What is required: An exact copy of the records is required, minus the pictures they hold.

══════════

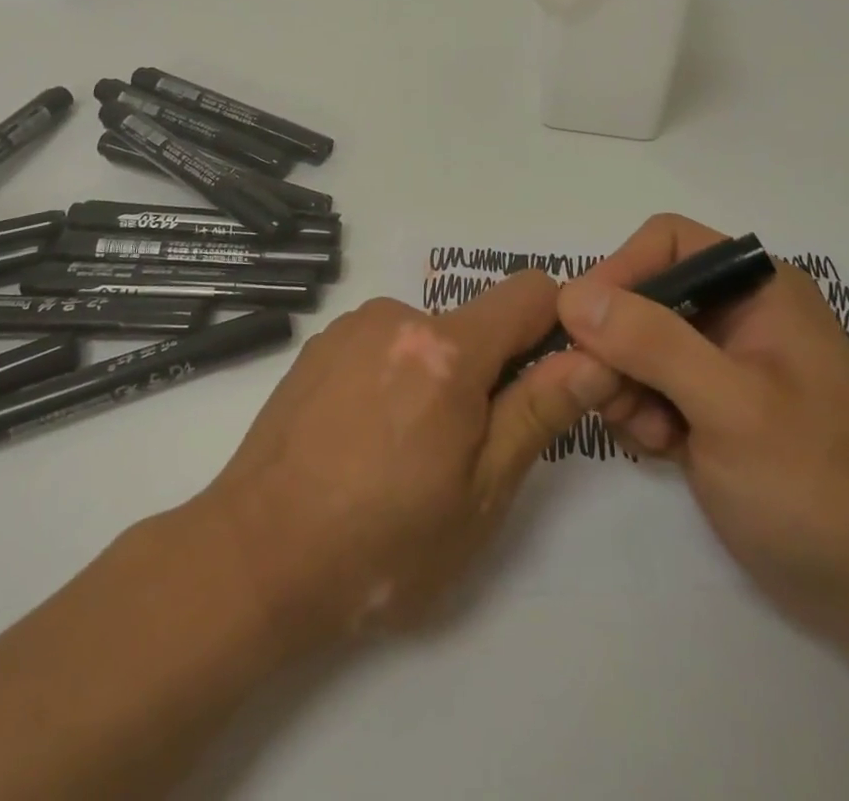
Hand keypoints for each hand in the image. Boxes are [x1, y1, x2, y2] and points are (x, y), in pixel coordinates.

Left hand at [202, 271, 606, 649]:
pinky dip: (392, 375)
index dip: (554, 325)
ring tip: (402, 450)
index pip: (529, 292)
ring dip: (435, 375)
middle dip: (487, 370)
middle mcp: (398, 315)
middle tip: (462, 448)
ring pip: (427, 336)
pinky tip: (362, 437)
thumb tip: (595, 357)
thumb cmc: (381, 542)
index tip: (549, 377)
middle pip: (474, 322)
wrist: (254, 556)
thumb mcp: (480, 494)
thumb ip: (539, 412)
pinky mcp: (319, 344)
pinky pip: (383, 343)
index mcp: (447, 349)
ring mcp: (352, 325)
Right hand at [553, 214, 848, 648]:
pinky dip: (641, 413)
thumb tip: (572, 295)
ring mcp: (724, 361)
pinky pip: (649, 385)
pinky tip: (663, 450)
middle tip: (606, 395)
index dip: (619, 273)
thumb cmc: (814, 484)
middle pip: (644, 294)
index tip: (579, 327)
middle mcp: (738, 312)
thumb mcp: (730, 406)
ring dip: (625, 385)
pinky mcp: (712, 405)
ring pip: (637, 343)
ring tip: (649, 435)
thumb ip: (651, 342)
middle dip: (617, 344)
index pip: (666, 243)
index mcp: (757, 288)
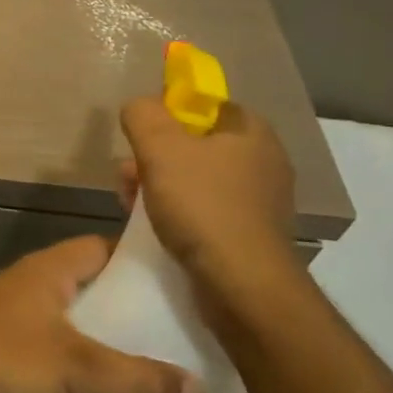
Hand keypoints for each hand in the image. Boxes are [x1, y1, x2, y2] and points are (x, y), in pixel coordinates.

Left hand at [0, 236, 203, 392]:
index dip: (137, 261)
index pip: (101, 247)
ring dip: (100, 336)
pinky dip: (77, 361)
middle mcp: (29, 283)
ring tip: (145, 361)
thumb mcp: (80, 371)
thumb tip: (200, 390)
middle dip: (125, 305)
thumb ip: (139, 382)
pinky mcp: (1, 350)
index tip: (176, 282)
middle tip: (171, 329)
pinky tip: (99, 389)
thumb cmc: (8, 364)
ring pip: (70, 318)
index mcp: (47, 268)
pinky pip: (52, 347)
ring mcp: (12, 316)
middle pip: (88, 284)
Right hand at [118, 94, 300, 294]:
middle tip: (128, 174)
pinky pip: (206, 213)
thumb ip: (143, 114)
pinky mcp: (250, 237)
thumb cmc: (203, 206)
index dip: (171, 113)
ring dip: (160, 187)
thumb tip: (139, 107)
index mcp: (253, 133)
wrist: (243, 287)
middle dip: (156, 156)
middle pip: (197, 145)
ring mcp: (260, 203)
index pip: (208, 106)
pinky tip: (154, 228)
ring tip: (130, 203)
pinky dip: (179, 215)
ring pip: (197, 181)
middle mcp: (263, 163)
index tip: (144, 133)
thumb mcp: (160, 147)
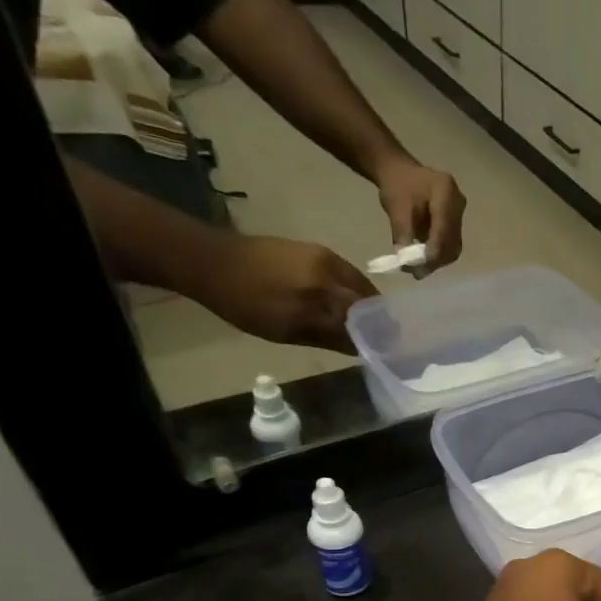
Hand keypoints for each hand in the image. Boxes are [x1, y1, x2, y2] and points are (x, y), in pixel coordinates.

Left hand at [189, 236, 378, 351]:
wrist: (212, 261)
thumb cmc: (244, 303)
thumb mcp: (286, 331)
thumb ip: (329, 338)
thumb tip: (362, 349)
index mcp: (321, 296)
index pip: (364, 320)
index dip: (379, 336)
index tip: (388, 351)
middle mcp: (328, 274)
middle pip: (367, 302)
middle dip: (378, 321)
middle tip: (383, 338)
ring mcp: (324, 258)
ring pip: (359, 287)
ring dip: (368, 305)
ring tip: (368, 322)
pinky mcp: (317, 250)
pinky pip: (347, 274)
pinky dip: (354, 290)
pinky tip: (348, 302)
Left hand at [374, 158, 465, 272]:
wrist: (400, 171)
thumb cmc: (397, 185)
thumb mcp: (396, 208)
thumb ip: (402, 233)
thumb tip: (406, 262)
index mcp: (445, 191)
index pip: (444, 227)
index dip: (434, 250)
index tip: (420, 267)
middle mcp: (458, 203)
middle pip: (452, 239)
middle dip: (435, 259)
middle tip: (416, 272)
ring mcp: (460, 213)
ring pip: (453, 245)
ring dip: (437, 259)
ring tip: (418, 268)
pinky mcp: (456, 222)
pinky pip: (451, 243)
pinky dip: (438, 253)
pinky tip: (424, 258)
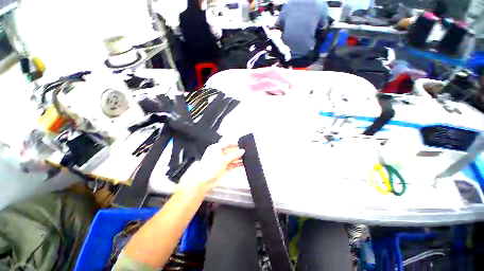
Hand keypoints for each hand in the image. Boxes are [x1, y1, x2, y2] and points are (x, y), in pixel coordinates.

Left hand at [177, 143, 244, 192]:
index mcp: (216, 148)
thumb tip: (242, 151)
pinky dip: (237, 163)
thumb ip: (234, 155)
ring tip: (246, 156)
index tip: (242, 144)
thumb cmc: (209, 168)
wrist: (204, 181)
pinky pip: (233, 164)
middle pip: (230, 150)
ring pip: (232, 157)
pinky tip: (243, 162)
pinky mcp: (225, 168)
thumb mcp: (223, 159)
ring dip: (238, 157)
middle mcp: (219, 154)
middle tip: (245, 150)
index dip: (234, 144)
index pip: (227, 144)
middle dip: (237, 151)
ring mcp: (222, 161)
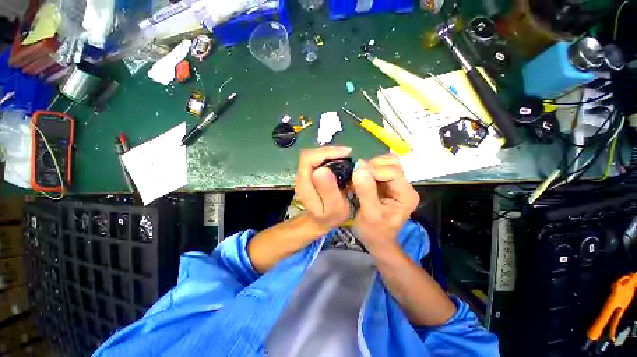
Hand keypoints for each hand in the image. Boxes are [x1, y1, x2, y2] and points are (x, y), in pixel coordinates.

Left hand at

══════════

Response to this exercise:
Hand keypoints for each hand in the image. Boxes are [x1, y1, x2, y2] and points are (x, y), in pixel coordinates.

Left hand at [202, 271, 606, 649]:
pinky dip: (392, 375)
index dip: (554, 325)
ring tip: (402, 450)
index pip: (529, 292)
ring dip: (435, 375)
middle dip: (487, 370)
middle mcp: (398, 315)
middle tip: (462, 448)
ring pip: (427, 336)
pinky tip: (362, 437)
thumb tip: (595, 357)
thumb cmc: (381, 542)
index tip: (549, 377)
middle pip: (474, 322)
wrist: (254, 556)
thumb mcp: (480, 494)
thumb ip: (539, 412)
pinky mcp: (319, 344)
pinky pip: (383, 343)
index mcp: (447, 349)
ring mcp: (352, 325)
Right hand at [553, 214, 848, 648]:
pinky dip: (641, 413)
thumb tip: (572, 295)
ring mcp: (724, 361)
pinky pip: (649, 385)
pinky tip: (663, 450)
middle tip: (606, 395)
index dip: (619, 273)
thumb cmc: (814, 484)
middle pip: (644, 294)
index tip: (579, 327)
middle mcp: (738, 312)
thumb mcp: (730, 406)
ring dip: (625, 385)
pinky mcp: (712, 405)
ring pip: (637, 343)
ring tip: (649, 435)
thumb ip: (651, 342)
middle dip: (617, 344)
index pip: (666, 243)
index mcp: (757, 288)
Hand keypoints for each hand in the image. Boxes are [x1, y1, x2, y2] and points are (x, y), in pixel coordinates.

Left hand at [0, 236, 203, 392]:
index dip: (137, 261)
index pip: (101, 247)
ring dip: (100, 336)
pinky dip: (77, 361)
middle mcp: (29, 283)
ring tip: (145, 361)
thumb mcp: (80, 371)
thumb tip: (200, 390)
middle dip: (125, 305)
thumb ip: (139, 382)
pinky mcp: (1, 350)
index tip: (176, 282)
middle tip: (171, 329)
pinky tip: (99, 389)
thumb cmc: (8, 364)
ring pip: (70, 318)
index mcp: (47, 268)
pinky pip: (52, 347)
ring mcp: (12, 316)
middle pip: (88, 284)
Right hand at [118, 94, 300, 294]:
middle tip: (128, 174)
pinky pip: (206, 213)
thumb ip: (143, 114)
pinky mcp: (250, 237)
thumb cmc: (203, 206)
index dip: (171, 113)
ring dip: (160, 187)
thumb tip: (139, 107)
index mcp: (253, 133)
wrist: (243, 287)
middle dip: (156, 156)
middle pip: (197, 145)
ring mcp: (260, 203)
index pip: (208, 106)
pinky tip: (154, 228)
ring tip: (130, 203)
pinky dip: (179, 215)
ring pip: (197, 181)
middle mcp: (263, 163)
index tip: (144, 133)
thumb mcp: (160, 147)
Hand keypoints for each hand in the image. Boxes are [x1, y1, x2, y2] and points are (x, y), in pixel coordinates.

Left hand at [189, 236, 378, 351]:
wrist: (212, 261)
thumb cmc: (244, 303)
thumb mcp: (286, 331)
thumb ip: (329, 338)
thumb tip: (362, 349)
index mcp: (321, 296)
index pip: (364, 320)
index dip: (379, 336)
index tip: (388, 351)
middle mcp: (328, 274)
middle pip: (367, 302)
middle dip: (378, 321)
middle tip: (383, 338)
ring mcp: (324, 258)
ring pip: (359, 287)
ring dip: (368, 305)
ring tip: (368, 322)
pinky mcp: (317, 250)
pinky pip: (347, 274)
pinky dip: (354, 290)
pinky tip: (348, 302)
Left hand at [374, 158, 465, 272]:
wrist: (400, 171)
thumb cmc: (397, 185)
thumb mcp: (396, 208)
thumb ip: (402, 233)
thumb tip: (406, 262)
index mcp: (445, 191)
index pip: (444, 227)
index dip: (434, 250)
index tip: (420, 267)
middle mcp: (458, 203)
middle pip: (452, 239)
middle dip: (435, 259)
middle tip: (416, 272)
ring mcp: (460, 213)
ring pip: (453, 245)
ring dip: (437, 259)
ring tip: (418, 268)
pinky mcp: (456, 222)
pinky pip: (451, 243)
pinky dip: (438, 253)
pinky tip: (424, 258)
Hand keypoints for each hand in the image. Boxes are [x1, y1, x2, y2] and points are (x, y), in pixel coordinates.

Left hand at [177, 143, 244, 192]:
index mcp: (216, 148)
thumb tip: (242, 151)
pinky dip: (237, 163)
thumb ip: (234, 155)
ring tip: (246, 156)
index tip: (242, 144)
thumb cmc: (209, 168)
wrist: (204, 181)
pinky pip: (233, 164)
middle pip: (230, 150)
ring pip: (232, 157)
pinky tip: (243, 162)
pinky mcp: (225, 168)
thumb mcp: (223, 159)
ring dip: (238, 157)
middle mcp: (219, 154)
middle tip: (245, 150)
index dip: (234, 144)
index pip: (227, 144)
middle dip: (237, 151)
ring mcp: (222, 161)
Hand keypoints for each hand in the image. Boxes are [x1, y1, x2, y2] and points are (x, y), in pixel coordinates.

Left hand at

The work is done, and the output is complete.